Computational metabolomics

Metabolomics provides a snapshot of the molecular phenotype through comprehensive measurement of the small organic molecules in biological samples. Computational techniques are then used to study the metabolome in relation to life science research questions, e.g. medicine or nutrition. We develop algorithms and pipelines for metabolomics data generation and omics data analysis. We also apply these procedures to investigate associations between exposures, omics and health.

Liquid chromatography-mass spectrometry (LC-MS) is the most used technique in our metabolomics studies, since it provides a wide coverage of the measurable metabolome. But the technique has inherent issues with drift stability. In addition, preanalytical sample management (e.g. temperature and time until centrifugation) has a strong impact on the metabolome. 

We have developed several algorithms to address and overcome these issues. Current efforts go into automating procedures to continuously monitor data quality as samples are being analysed. Another challenge we are addressing is the fact that metabolomics data from nontarget analysis normally contains thousands of variables, but relatively fewer samples.

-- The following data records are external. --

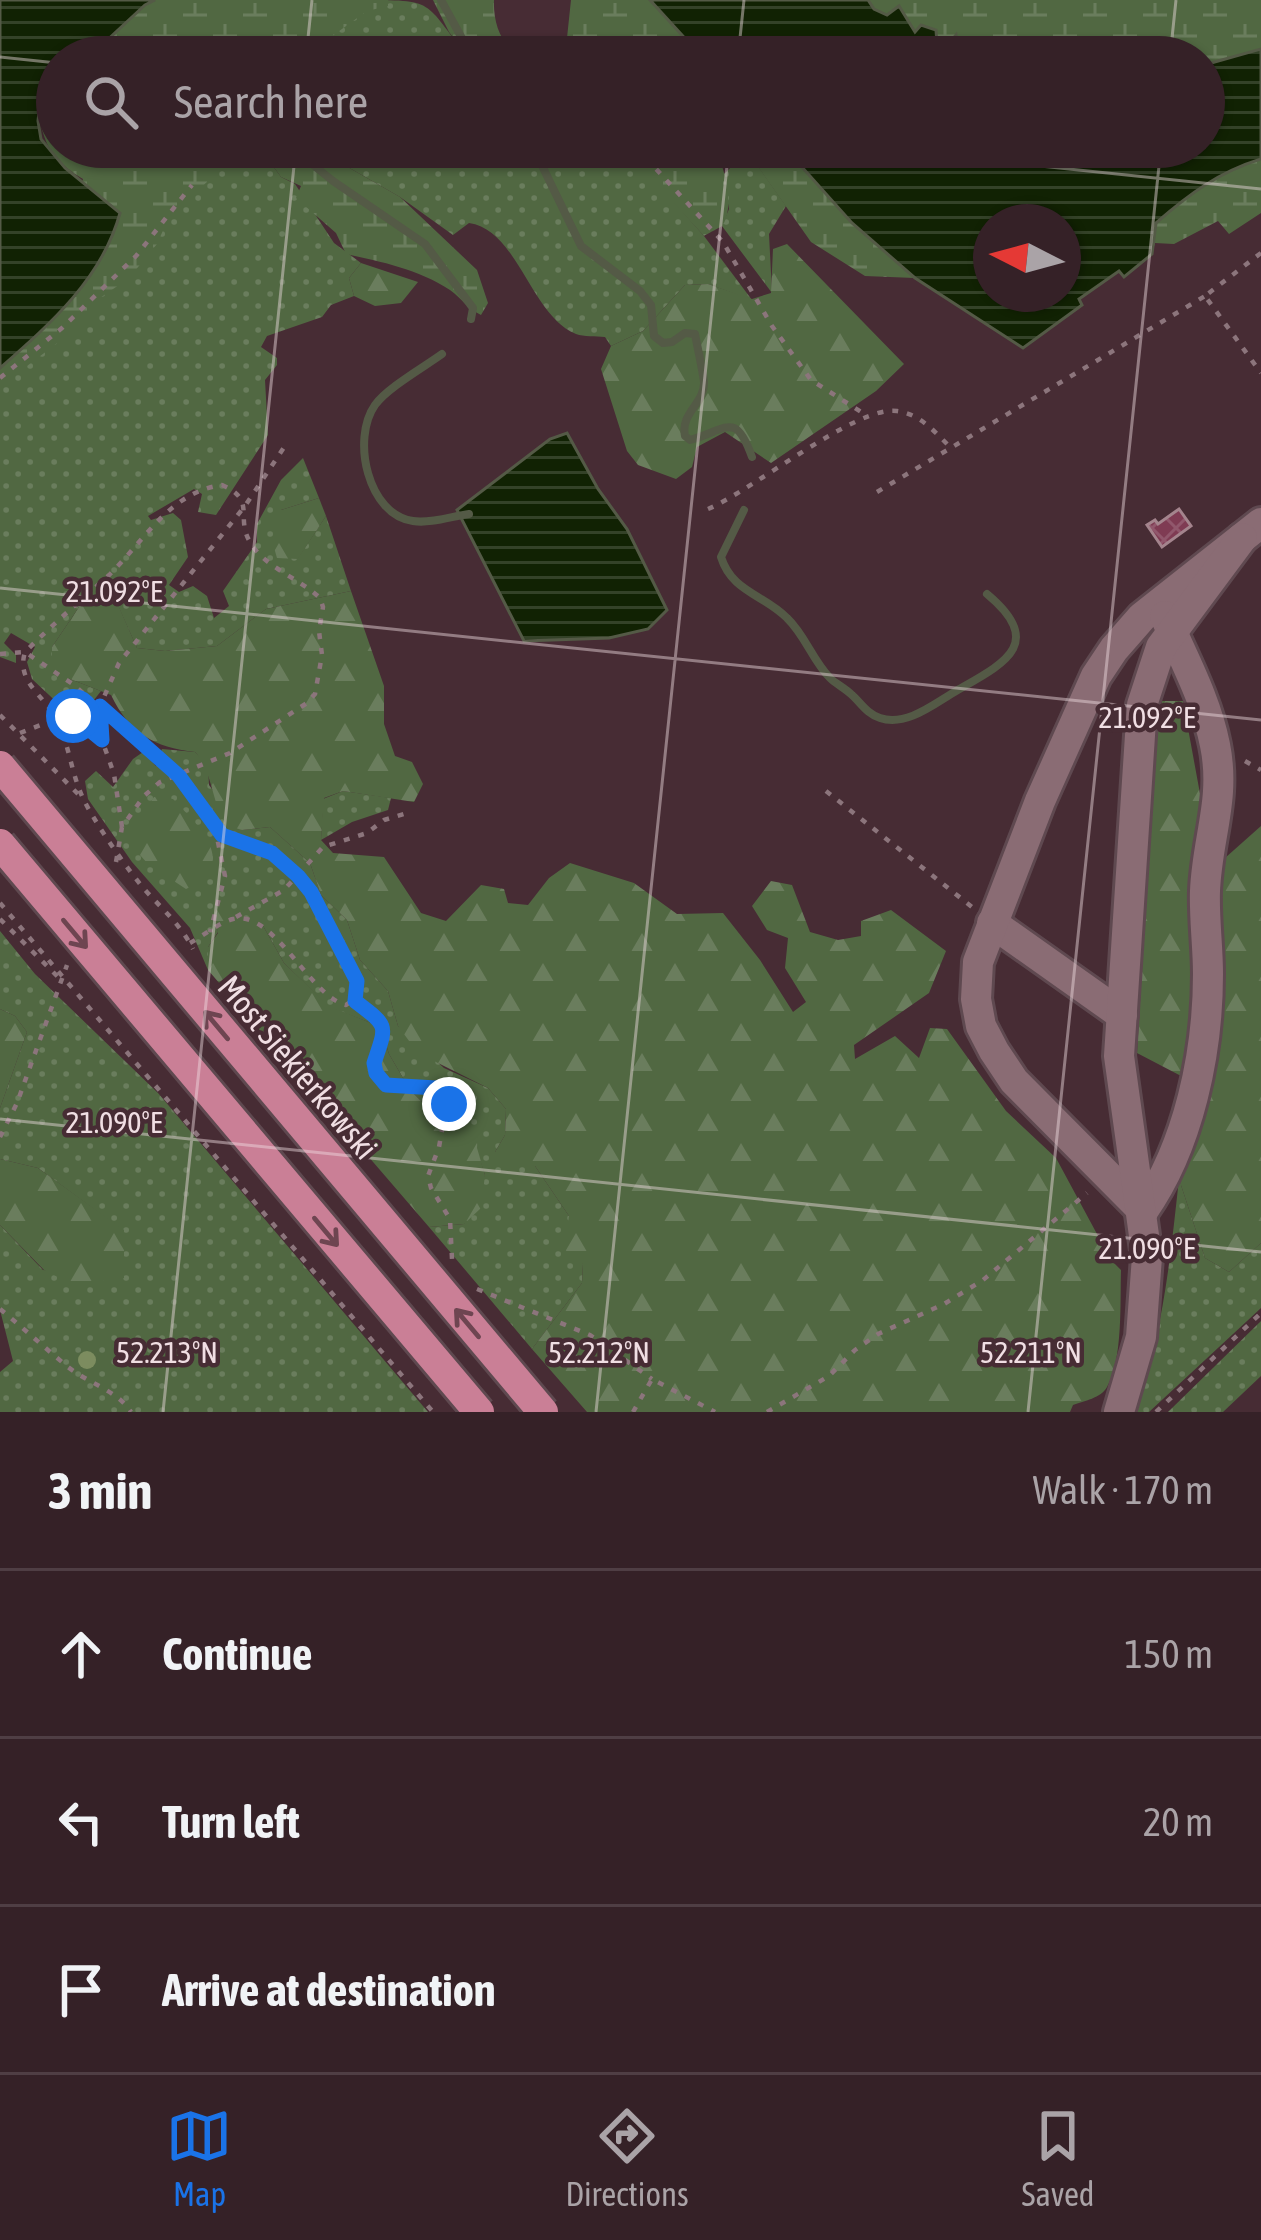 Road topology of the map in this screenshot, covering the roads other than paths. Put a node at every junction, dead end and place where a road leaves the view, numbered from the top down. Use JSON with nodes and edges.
{"nodes":[{"id":1,"x":1252,"y":531,"type":"edge"},
{"id":2,"x":1159,"y":603,"type":"junction"},
{"id":3,"x":1172,"y":632,"type":"junction"},
{"id":4,"x":0,"y":766,"type":"edge"},
{"id":5,"x":0,"y":844,"type":"edge"},
{"id":6,"x":992,"y":923,"type":"junction"},
{"id":7,"x":1122,"y":1015,"type":"junction"},
{"id":8,"x":1143,"y":1210,"type":"junction"},
{"id":9,"x":479,"y":1412,"type":"edge"},
{"id":10,"x":543,"y":1412,"type":"edge"},
{"id":11,"x":1118,"y":1412,"type":"edge"}],
"edges":[{"from":1,"to":2,"type":"lane"},
{"from":1,"to":3,"type":"lane"},
{"from":2,"to":3,"type":"lane"},
{"from":2,"to":6,"type":"lane"},
{"from":3,"to":7,"type":"lane"},
{"from":3,"to":8,"type":"lane"},
{"from":10,"to":4,"type":"main road","name":"Most Siekierkowski","one_way":true,"bridge":true},
{"from":5,"to":9,"type":"main road","one_way":true,"bridge":true},
{"from":6,"to":7,"type":"lane"},
{"from":6,"to":8,"type":"lane"},
{"from":7,"to":8,"type":"lane"},
{"from":8,"to":11,"type":"lane"}]}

Data analyses are therefore consequently prone to overfitting and false positive discovery. To keep with the exploratory nature of nontarget analysis, we developed the MUVR algorithm to perform machine learning (PLS and Random Forest) with repeated double crossvalidation to reduce bias and false discovery. In addition, the unbiased variable selection from MUVR can then be used in other downstream analyses, e.g. for epidemiological purposes. We are currently developing an updated version of MUVR.